** DATASET ENTRIES follows **

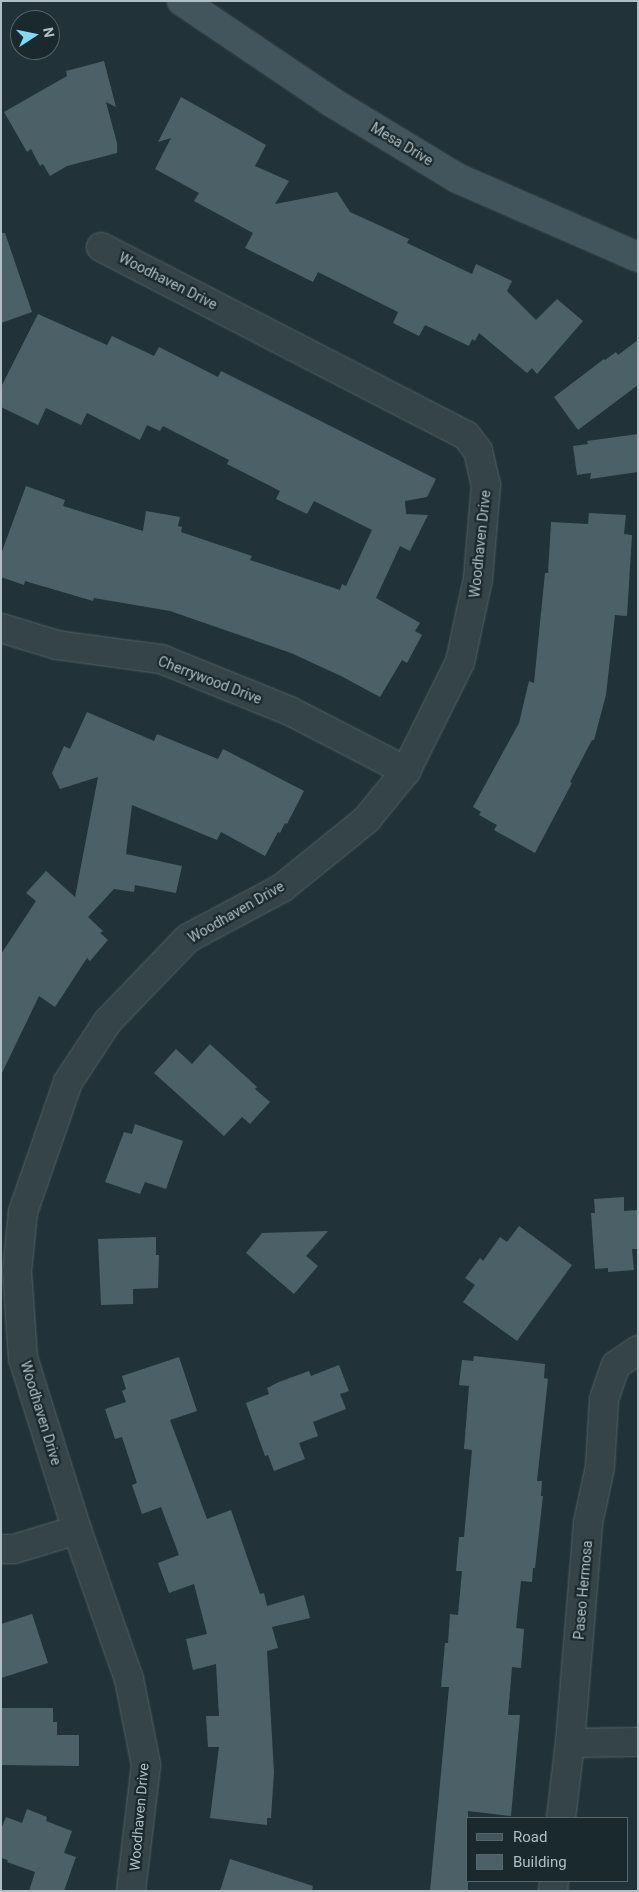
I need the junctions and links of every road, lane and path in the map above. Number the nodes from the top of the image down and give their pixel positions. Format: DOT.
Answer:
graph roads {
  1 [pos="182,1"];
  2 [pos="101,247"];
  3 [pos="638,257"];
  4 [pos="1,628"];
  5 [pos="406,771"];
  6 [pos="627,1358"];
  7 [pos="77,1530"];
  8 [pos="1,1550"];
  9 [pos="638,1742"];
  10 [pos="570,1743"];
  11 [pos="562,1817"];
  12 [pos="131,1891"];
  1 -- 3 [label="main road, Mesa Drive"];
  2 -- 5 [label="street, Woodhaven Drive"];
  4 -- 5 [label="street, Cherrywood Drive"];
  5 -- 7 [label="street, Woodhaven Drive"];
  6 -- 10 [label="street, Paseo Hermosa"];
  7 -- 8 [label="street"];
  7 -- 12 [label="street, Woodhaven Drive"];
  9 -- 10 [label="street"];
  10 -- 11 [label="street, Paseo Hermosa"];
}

** End of DATASET ENTRIES **

▶ [WHAT TO DO]
A faithful, word-for-word version of the records above is needed, with no images in it.

▶ [SOLUTION]
I need the junctions and links of every road, lane and path in the map above. Number the nodes from the top of the image down and give their pixel positions. Format: DOT.
Answer:
graph roads {
  1 [pos="182,1"];
  2 [pos="101,247"];
  3 [pos="638,257"];
  4 [pos="1,628"];
  5 [pos="406,771"];
  6 [pos="627,1358"];
  7 [pos="77,1530"];
  8 [pos="1,1550"];
  9 [pos="638,1742"];
  10 [pos="570,1743"];
  11 [pos="562,1817"];
  12 [pos="131,1891"];
  1 -- 3 [label="main road, Mesa Drive"];
  2 -- 5 [label="street, Woodhaven Drive"];
  4 -- 5 [label="street, Cherrywood Drive"];
  5 -- 7 [label="street, Woodhaven Drive"];
  6 -- 10 [label="street, Paseo Hermosa"];
  7 -- 8 [label="street"];
  7 -- 12 [label="street, Woodhaven Drive"];
  9 -- 10 [label="street"];
  10 -- 11 [label="street, Paseo Hermosa"];
}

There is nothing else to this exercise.